[BRIEF]:
Throughout the listing that follows, find each line with the word "Potters" and copy it.

::::

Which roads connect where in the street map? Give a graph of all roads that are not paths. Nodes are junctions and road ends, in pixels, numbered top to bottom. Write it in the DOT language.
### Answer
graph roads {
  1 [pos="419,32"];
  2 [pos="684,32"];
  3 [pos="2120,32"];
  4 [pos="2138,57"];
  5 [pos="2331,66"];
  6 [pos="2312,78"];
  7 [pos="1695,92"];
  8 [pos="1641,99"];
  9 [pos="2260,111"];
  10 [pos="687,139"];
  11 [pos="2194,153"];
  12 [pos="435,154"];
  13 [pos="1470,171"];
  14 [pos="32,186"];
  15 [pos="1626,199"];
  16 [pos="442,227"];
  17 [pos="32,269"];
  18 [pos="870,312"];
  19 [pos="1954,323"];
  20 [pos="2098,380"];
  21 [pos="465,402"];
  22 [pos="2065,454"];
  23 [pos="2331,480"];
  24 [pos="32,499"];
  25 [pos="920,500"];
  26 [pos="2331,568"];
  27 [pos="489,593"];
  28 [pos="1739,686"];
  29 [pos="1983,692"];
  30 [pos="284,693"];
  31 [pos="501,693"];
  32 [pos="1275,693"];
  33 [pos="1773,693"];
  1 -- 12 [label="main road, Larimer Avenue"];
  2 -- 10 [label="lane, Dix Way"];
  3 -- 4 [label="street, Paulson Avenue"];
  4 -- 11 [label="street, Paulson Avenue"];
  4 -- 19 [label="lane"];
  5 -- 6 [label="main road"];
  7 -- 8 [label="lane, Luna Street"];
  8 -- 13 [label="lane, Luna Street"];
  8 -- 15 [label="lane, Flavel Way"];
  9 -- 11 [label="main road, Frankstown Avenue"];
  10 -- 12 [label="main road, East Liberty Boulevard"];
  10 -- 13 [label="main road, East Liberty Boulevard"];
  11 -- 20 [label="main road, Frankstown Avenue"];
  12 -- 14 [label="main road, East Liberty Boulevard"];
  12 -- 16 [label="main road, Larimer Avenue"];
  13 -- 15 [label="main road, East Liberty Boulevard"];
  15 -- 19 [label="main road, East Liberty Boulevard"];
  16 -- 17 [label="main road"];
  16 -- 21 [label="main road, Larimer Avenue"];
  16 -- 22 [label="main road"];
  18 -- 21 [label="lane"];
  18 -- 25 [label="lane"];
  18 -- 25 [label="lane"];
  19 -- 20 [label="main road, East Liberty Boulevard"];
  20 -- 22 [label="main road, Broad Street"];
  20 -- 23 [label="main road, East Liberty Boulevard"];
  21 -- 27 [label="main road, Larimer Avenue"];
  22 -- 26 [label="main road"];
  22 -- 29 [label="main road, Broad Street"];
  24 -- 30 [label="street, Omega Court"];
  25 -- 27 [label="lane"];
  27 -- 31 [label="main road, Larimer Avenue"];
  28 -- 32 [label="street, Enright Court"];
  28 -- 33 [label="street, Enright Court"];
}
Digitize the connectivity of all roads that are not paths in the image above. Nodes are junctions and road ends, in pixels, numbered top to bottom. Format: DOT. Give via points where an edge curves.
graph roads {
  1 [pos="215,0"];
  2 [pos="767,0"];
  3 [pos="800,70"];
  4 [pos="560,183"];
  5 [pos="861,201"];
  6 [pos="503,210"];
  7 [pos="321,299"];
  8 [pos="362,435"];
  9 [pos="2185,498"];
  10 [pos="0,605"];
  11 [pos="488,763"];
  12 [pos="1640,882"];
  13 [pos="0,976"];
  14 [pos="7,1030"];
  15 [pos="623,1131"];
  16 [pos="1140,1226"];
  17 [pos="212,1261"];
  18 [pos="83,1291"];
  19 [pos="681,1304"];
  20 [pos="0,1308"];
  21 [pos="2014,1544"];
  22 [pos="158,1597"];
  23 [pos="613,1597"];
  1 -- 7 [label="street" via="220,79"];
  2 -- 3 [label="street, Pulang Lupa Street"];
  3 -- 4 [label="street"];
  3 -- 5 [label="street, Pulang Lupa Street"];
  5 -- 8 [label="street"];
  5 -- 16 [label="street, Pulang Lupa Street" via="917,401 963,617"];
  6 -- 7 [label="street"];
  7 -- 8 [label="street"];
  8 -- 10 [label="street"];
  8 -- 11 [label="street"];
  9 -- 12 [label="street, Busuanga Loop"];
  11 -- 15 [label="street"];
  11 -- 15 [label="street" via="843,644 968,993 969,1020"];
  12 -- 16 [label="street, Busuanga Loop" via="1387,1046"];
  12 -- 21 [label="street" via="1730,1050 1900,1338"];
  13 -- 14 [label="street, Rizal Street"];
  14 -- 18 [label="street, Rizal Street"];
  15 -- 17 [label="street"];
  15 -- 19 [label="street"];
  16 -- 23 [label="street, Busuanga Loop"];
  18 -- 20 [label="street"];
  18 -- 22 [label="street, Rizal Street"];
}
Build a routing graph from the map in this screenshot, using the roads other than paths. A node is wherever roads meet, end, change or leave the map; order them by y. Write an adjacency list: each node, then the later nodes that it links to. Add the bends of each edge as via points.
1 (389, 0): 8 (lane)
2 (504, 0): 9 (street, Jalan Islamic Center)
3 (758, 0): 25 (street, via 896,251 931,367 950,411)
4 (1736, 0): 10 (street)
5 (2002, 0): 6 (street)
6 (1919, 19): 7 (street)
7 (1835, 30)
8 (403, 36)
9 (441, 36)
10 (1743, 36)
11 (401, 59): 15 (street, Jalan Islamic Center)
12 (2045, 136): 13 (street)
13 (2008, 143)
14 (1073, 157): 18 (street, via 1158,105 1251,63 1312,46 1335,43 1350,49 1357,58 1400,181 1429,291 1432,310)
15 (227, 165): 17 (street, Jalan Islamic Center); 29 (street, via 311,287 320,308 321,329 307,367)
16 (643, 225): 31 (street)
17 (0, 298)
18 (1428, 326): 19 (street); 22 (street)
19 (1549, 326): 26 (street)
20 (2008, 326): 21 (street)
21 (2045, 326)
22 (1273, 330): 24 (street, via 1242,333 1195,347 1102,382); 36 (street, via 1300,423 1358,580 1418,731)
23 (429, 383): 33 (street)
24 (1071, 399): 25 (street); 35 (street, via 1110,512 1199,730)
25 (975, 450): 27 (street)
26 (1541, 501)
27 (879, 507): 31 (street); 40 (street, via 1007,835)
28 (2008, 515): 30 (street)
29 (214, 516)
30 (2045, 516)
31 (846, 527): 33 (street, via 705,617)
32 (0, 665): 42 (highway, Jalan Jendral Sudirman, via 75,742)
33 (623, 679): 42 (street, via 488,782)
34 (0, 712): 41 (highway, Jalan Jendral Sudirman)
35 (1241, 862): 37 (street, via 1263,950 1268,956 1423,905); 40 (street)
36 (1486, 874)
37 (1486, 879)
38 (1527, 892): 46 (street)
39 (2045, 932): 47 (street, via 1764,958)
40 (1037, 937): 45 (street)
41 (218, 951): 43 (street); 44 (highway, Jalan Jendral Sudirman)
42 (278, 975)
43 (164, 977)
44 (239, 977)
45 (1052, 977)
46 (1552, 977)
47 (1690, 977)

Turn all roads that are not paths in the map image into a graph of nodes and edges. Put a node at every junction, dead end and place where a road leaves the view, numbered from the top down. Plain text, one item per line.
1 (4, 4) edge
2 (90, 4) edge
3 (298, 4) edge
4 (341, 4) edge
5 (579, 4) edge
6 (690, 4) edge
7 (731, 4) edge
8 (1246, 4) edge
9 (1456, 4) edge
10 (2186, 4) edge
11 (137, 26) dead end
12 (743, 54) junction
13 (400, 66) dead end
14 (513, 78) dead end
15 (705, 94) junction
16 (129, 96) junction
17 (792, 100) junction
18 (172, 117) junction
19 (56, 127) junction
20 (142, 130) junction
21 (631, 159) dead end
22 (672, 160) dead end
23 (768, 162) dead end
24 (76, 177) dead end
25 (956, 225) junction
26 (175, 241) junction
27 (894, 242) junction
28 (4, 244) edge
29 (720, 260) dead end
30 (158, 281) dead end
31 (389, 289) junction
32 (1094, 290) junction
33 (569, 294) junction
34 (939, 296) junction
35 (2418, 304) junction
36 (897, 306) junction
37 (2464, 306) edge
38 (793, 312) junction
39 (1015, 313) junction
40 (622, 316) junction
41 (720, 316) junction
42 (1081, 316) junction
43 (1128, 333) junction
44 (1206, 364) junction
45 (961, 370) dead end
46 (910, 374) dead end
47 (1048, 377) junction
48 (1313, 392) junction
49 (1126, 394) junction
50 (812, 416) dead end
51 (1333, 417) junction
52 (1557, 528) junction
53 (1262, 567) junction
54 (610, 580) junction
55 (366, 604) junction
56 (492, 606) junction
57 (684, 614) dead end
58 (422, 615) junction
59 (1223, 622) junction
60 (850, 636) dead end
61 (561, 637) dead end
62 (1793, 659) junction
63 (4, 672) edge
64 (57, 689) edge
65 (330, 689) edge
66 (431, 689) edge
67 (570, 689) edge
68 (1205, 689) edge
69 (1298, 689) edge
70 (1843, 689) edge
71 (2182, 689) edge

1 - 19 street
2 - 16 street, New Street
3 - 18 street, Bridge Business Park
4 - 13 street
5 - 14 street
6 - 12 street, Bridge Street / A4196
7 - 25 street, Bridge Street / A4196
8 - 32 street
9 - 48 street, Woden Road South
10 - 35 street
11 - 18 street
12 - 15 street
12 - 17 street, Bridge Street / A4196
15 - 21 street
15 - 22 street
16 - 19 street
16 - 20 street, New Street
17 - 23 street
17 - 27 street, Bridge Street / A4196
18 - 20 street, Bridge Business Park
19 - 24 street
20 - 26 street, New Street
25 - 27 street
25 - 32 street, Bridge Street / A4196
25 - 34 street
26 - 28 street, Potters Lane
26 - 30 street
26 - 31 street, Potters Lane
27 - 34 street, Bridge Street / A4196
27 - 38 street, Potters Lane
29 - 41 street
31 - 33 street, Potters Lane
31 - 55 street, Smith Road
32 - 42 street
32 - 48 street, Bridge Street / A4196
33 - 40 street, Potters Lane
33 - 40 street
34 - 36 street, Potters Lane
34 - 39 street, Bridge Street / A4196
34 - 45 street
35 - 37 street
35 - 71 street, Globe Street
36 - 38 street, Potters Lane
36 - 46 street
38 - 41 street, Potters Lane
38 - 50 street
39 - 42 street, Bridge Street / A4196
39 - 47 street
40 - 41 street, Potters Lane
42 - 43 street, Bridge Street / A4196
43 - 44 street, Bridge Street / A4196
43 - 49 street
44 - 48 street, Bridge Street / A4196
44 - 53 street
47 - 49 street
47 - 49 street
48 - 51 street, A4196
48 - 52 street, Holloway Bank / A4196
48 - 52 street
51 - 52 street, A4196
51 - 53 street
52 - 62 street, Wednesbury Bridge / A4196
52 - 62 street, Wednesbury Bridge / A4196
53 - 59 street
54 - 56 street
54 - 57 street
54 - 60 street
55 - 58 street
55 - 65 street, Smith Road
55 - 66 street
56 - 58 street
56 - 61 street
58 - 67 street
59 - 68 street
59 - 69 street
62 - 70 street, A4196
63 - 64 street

::::

[ANSWER BELOW]:
26 - 28 street, Potters Lane
26 - 31 street, Potters Lane
27 - 38 street, Potters Lane
31 - 33 street, Potters Lane
33 - 40 street, Potters Lane
34 - 36 street, Potters Lane
36 - 38 street, Potters Lane
38 - 41 street, Potters Lane
40 - 41 street, Potters Lane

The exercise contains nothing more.